Whenever a line below includes the string "Datuk", show it.

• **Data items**
* * * * *
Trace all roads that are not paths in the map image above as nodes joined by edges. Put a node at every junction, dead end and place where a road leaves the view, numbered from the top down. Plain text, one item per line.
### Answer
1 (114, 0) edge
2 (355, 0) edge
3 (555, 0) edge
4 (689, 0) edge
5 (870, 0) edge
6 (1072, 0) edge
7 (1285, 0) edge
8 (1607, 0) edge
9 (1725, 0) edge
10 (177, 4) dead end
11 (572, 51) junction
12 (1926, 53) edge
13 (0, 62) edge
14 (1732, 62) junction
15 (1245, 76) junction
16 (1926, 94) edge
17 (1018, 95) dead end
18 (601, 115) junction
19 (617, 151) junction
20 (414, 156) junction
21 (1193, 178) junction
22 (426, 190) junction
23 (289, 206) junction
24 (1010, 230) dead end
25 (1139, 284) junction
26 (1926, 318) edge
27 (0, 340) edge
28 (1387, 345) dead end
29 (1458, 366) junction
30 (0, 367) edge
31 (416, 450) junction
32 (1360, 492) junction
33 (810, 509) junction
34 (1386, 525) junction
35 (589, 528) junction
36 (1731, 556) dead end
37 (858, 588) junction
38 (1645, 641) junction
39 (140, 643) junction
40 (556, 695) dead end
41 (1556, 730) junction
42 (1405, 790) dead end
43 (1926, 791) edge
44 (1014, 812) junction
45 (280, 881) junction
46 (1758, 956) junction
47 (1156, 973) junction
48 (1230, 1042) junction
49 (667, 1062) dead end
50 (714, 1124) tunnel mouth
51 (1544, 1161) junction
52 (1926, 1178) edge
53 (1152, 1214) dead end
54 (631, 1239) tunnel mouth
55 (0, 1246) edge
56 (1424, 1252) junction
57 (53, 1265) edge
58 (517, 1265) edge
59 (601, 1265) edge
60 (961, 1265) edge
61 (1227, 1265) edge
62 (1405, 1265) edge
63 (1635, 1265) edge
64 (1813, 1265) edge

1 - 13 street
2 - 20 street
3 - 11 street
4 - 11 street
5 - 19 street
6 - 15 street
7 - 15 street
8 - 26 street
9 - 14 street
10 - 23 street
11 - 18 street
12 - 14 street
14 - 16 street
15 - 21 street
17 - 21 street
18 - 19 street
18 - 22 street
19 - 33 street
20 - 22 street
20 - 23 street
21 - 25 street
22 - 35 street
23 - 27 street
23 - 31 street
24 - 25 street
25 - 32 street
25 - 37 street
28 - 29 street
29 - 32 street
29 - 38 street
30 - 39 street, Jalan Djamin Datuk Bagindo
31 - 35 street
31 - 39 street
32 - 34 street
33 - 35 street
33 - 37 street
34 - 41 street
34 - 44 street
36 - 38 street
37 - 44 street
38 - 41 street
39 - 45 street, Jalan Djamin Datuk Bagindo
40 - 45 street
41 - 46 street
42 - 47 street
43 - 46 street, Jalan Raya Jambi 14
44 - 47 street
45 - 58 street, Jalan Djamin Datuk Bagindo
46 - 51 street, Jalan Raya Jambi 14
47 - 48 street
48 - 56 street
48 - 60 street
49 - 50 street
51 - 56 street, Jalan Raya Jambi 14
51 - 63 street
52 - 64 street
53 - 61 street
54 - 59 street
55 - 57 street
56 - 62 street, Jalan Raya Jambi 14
* * * * *
• **EXERCISE OUTPUT**
30 - 39 street, Jalan Djamin Datuk Bagindo
39 - 45 street, Jalan Djamin Datuk Bagindo
45 - 58 street, Jalan Djamin Datuk Bagindo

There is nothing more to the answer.